Au-delà de ces cas, le décalage dépend de la politique de tests plus ou moins larges de chaque pays. Elles sont très différentes de l'un à l'autre. "Il y a plusieurs raisons à cela : la disponibilité des tests, les capacités de tests des pays, l'ignorance - le fait de ne pas prendre le problème au sérieux- ou l'arrogance, c'est-à-dire la fierté nationale", estime Jeffrey Shaman.

Stratégie agressive

"En Corée du Sud, où l'épidémie décline, le vrai tournant a été la forte augmentation du nombre de tests", explique Cécile Viboud, épidémiologiste au NIH (Instituts américains de la santé). "Il faut savoir où l'épidémie en est pour agir. Et pour cela, il faut tester". "Testez, testez, testez ! Testez chaque cas suspect", a d'ailleurs exhorté lundi 16 mars le patron de l'OMS, Tedros Adhanom Ghebreyesus, en soulignant que cela s'inscrivait dans une stratégie bien précise pour circonscrire l'épidémie, comme on circonscrit un incendie.

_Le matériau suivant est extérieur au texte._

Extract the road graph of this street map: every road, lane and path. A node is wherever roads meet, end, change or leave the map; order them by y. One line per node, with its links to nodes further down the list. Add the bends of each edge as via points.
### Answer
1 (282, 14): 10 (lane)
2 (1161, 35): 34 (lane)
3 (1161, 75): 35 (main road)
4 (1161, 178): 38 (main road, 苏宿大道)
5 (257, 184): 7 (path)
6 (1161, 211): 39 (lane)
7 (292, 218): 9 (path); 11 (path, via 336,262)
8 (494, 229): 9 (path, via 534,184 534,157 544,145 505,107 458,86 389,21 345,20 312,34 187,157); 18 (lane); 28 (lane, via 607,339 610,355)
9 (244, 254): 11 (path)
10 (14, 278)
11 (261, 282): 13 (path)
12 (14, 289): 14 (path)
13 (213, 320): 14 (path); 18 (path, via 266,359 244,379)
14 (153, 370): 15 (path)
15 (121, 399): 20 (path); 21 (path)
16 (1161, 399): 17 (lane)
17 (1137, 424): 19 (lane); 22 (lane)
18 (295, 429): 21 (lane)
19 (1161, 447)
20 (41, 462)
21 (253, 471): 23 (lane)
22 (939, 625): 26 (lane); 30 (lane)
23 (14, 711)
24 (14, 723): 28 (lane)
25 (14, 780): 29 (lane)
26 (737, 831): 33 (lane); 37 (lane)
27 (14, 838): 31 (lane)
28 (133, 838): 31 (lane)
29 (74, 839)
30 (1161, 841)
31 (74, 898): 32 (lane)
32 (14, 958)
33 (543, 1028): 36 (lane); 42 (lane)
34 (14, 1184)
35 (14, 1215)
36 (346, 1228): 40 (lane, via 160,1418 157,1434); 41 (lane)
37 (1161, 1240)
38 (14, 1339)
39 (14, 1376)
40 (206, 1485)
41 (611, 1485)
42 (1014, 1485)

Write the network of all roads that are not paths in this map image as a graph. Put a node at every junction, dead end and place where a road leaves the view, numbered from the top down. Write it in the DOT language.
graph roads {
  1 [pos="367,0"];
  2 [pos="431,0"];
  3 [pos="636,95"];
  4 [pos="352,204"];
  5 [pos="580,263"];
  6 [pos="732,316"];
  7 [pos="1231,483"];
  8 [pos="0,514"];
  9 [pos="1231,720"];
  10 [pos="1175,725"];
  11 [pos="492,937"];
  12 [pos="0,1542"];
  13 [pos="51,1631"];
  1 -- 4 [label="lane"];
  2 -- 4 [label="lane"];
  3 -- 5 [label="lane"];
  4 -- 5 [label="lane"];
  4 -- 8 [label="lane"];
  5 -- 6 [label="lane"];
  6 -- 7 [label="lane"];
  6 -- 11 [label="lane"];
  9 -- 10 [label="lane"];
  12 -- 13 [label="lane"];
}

"Si les tests sont positifs, isolez ces patients, trouvez avec qui ils ont été en contact rapproché jusqu'à deux jours avant l'apparition des symptômes et testez ces personnes à leur tour", a-t-il martelé. La stratégie basée sur les tests généralisés et le "contact tracing" (rechercher les personnes en contact avec un cas positif) a porté ses fruits à Singapour.

"Singapour a mis en place très tôt une politique agressive de tests, de +contact tracing+ et de mise en quarantaine" des personnes-contact de patients testés positifs, analyse Sharon Lewin, directrice de l'Institut Doherty, l'une des plus grandes expertes mondiales des maladies infectieuses.

Stand de dépistage du coronavirus à l'extérieur de l'hôpital Yangji à Séoul, le 17 mars
Photo: AFP/VNA/CVN

Cela a permis d'éviter les lourdes mesures prises par d'autres pays, souligne-t-elle : "Singapour a pris des mesures de +distanciation sociale+ (éviter les contacts, ndlr), mais pas aussi extrêmes que le confinement généralisé. Ils ont fermé les écoles, mais pour deux ou trois semaines seulement. Et ils ont interdit les rassemblements, mais les gens pouvaient toujours aller travailler". Pour être efficace, une telle stratégie doit toutefois être adoptée rapidement, avant qu'un trop grand nombre de cas ne la rende plus compliquée à mettre en œuvre.

Tests rapides ?

En France, des voix se sont élevées pour déplorer que des tests n'aient pas été réalisés de façon massive. Comme dans d'autres pays, les critères ont évolué au fur et à mesure que l'épidémie progressait. Dans un premier temps, tout cas suspect était testé. Aujourd'hui, alors que le virus circule sur tout le territoire français, "les tests sont limités aux malades hospitalisés, fragiles, aux professionnels de santé (qui présentent des symptômes, ndlr), aux donneurs d'organe (et aux) trois premiers malades en structures collectives de personnes vulnérables" (maisons de retraites, centres pour handicapés), précise le ministère de la Santé.

Depuis le début de l'épidémie, 42.500 tests ont été réalisés en France, selon le ministère. "Il ne servirait à rien aujourd'hui de tester massivement tout le monde", a fait valoir le Premier ministre Edouard Philippe, jeudi 19 mars à l'Assemblée nationale. Selon lui, cela engorgerait le dispositif et empêcherait d'avoir "les réponses suffisamment rapides là où c'est absolument nécessaire". Pays le plus touché en Europe, l'Italie avait réalisé 165.500 tests à la date de mercredi 18 mars. En Espagne, pays décentralisé, on ne peut pas connaître le nombre total de tests effectués. Et en Allemagne, État fédéral, les approches peuvent varier selon les régions.

Ces derniers jours, plusieurs pays, dont les États-Unis, le Royaume-Uni, la Turquie ou la République tchèque, ont annoncé vouloir passer à la vitesse supérieure. L'un des moyens pourrait être l'arrivée de tests plus légers et plus rapides, avec un verdict en une demi-heure contre 4 à 5 heures pour les tests actuels, dits RT-PCR (basés sur l'amplification du matériel génétique du virus).